I’ve been reading the economist Thomas Piketty’s most recent book, A Brief History of Equality, just published in English. I was finding it mostly uplifting—pointing as it does to the long progressive arc towards greater equality that has accompanied the construction of the modern world: the demise of slavery and colonialism, the continual expansion of human rights and the development of the welfare state.
Then I came to a section which brought me up short, entitled ‘Educational equality: always proclaimed, never realised’. Here, Piketty draws attention to the ‘monumental gap between official statements regarding equality of opportunity and the reality of the educational inequalities that the disadvantaged classes face’.

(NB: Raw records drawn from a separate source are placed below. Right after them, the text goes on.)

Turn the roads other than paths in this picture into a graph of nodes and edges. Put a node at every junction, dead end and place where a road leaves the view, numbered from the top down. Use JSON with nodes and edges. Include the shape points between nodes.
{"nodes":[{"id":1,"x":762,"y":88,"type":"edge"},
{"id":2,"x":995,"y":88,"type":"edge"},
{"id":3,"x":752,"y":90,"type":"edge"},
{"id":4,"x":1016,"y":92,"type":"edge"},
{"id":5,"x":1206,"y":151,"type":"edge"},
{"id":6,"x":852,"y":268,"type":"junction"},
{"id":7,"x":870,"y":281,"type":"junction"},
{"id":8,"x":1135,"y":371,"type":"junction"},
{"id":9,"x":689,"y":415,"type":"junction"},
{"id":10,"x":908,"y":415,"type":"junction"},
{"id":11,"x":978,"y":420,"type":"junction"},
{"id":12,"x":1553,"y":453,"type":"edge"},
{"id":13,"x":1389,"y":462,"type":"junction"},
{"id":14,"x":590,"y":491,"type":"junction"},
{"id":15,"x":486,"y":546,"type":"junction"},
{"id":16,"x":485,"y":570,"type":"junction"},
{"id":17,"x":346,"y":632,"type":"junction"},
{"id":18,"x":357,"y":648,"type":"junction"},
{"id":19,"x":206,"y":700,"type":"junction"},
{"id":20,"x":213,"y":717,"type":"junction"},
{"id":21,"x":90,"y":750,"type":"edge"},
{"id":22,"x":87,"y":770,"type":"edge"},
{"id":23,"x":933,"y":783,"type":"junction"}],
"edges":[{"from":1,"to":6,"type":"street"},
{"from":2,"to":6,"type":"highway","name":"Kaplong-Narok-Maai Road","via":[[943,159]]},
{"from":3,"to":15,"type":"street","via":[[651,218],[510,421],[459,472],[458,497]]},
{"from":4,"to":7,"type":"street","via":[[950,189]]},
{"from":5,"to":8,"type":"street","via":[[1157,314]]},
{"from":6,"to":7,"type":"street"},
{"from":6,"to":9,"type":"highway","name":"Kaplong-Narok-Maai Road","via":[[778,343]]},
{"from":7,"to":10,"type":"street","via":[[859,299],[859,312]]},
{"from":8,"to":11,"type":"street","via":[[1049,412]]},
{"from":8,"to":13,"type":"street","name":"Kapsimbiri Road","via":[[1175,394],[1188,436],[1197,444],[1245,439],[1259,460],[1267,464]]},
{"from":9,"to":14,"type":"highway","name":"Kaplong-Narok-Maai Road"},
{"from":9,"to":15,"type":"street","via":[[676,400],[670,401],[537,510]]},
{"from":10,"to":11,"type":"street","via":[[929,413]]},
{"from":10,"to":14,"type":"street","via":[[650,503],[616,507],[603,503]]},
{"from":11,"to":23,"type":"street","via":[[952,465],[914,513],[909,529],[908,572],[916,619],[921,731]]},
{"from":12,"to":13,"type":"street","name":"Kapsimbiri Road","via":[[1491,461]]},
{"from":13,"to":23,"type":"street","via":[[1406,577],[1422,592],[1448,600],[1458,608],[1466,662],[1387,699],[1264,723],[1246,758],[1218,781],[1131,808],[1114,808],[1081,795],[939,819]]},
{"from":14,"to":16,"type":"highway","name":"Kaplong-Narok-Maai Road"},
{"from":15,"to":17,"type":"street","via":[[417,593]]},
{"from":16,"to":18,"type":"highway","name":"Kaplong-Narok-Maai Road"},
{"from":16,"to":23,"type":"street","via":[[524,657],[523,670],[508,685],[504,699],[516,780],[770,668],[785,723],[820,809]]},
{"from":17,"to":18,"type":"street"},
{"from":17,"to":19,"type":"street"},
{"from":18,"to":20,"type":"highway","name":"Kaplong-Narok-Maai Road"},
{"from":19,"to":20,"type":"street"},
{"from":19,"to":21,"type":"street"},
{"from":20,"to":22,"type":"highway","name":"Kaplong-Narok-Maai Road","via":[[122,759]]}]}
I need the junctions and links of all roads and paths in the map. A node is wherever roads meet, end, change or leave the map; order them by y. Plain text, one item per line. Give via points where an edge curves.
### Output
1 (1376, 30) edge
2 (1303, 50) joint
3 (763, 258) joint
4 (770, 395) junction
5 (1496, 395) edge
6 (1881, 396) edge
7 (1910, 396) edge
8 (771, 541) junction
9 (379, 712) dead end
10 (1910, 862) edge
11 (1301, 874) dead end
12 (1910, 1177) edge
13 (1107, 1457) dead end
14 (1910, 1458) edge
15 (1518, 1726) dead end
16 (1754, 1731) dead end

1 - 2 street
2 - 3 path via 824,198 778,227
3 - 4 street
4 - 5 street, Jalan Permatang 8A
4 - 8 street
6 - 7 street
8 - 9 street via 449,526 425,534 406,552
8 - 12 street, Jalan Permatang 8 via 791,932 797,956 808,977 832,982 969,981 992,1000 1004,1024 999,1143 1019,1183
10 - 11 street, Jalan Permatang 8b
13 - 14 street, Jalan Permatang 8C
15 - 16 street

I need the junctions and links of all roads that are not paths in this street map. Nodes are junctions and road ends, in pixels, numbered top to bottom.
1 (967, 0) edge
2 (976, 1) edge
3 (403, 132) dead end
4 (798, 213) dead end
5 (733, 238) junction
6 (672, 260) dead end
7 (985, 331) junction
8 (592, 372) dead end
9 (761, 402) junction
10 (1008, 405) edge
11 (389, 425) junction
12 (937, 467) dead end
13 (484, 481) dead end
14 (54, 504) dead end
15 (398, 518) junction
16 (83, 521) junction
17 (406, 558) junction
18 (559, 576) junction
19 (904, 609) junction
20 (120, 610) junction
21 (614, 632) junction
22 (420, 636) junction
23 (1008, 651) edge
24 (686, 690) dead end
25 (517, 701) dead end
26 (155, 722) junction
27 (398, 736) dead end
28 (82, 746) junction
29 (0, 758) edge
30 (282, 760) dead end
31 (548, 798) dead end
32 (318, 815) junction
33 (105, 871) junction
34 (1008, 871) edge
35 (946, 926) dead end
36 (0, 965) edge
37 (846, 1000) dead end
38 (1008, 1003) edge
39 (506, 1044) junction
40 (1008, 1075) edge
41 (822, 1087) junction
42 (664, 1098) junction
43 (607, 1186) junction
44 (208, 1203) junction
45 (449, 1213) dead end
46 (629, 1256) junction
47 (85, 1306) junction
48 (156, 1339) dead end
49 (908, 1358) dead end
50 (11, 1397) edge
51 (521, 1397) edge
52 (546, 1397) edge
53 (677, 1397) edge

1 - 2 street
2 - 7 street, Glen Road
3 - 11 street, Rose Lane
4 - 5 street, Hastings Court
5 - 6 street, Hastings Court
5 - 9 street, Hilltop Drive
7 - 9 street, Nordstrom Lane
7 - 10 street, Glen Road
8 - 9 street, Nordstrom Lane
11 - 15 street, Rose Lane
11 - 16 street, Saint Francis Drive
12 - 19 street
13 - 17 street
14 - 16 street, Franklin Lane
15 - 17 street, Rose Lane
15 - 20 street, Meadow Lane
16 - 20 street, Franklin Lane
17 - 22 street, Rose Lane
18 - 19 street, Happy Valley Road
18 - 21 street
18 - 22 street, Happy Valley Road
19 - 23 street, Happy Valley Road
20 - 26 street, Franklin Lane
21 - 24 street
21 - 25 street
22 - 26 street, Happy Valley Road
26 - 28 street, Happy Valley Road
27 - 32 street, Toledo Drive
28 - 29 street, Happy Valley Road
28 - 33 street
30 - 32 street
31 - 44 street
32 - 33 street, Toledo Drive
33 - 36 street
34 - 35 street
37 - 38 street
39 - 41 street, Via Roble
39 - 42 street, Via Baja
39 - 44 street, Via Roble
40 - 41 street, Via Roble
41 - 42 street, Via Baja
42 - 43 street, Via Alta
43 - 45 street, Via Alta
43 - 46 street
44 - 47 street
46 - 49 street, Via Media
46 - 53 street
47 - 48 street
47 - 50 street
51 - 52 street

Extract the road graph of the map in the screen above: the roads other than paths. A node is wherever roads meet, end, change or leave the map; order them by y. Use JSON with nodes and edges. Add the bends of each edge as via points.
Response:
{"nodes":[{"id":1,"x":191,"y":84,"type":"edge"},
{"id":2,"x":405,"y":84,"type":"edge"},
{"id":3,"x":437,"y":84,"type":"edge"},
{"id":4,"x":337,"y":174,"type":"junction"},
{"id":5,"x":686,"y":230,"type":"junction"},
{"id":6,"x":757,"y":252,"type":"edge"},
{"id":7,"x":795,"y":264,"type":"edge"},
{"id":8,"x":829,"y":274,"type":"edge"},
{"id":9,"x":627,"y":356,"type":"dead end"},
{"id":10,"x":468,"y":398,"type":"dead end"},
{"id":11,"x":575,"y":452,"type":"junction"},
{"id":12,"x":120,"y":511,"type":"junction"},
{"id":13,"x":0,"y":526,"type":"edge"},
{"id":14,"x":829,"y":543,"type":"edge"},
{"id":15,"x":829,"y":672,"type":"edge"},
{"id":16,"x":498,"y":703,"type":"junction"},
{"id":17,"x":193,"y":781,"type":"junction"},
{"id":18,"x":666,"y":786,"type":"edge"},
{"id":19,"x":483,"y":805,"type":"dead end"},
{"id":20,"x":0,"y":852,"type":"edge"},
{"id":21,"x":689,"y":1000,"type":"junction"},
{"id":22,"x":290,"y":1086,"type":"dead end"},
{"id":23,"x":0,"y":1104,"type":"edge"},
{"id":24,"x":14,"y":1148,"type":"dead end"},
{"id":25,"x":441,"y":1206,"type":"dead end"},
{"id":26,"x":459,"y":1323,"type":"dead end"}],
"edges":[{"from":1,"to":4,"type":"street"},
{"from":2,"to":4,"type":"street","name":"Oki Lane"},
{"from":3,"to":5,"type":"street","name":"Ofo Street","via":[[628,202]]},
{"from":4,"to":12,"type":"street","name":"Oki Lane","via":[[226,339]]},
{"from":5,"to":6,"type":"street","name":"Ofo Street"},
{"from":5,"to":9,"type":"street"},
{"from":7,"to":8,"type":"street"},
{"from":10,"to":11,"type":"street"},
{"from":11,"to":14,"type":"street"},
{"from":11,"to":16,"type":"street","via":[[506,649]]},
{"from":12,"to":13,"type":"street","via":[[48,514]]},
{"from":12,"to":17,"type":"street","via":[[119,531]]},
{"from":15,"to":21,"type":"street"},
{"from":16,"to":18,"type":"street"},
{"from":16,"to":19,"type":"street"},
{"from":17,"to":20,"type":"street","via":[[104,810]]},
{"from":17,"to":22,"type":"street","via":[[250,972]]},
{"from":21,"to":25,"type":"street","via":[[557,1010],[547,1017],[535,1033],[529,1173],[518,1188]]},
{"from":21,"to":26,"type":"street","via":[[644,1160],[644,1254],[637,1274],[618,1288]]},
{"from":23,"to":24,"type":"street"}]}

No politician can be seen not to stand for equal opportunities, not to claim that their party is in favour of social mobility or not to wish to reduce inequalities between regions—as between northern and southern England. The current buzzphrase for all of this in England is ‘levelling up’ and the UK government even has a secretary of state and a whole Department for Levelling Up (adjoined to Housing and Communities). It also has a shiny new white paper (framing policy), introduced with the claim that ‘levelling up is a moral, social and economic programme for the whole of government’.
But does this mean anything beyond the rhetoric? Piketty encourages us to use ‘indicators and procedures’ to fight discrimination and inequities—and there is no better indicator of a government’s policies and priorities than how it spends its money.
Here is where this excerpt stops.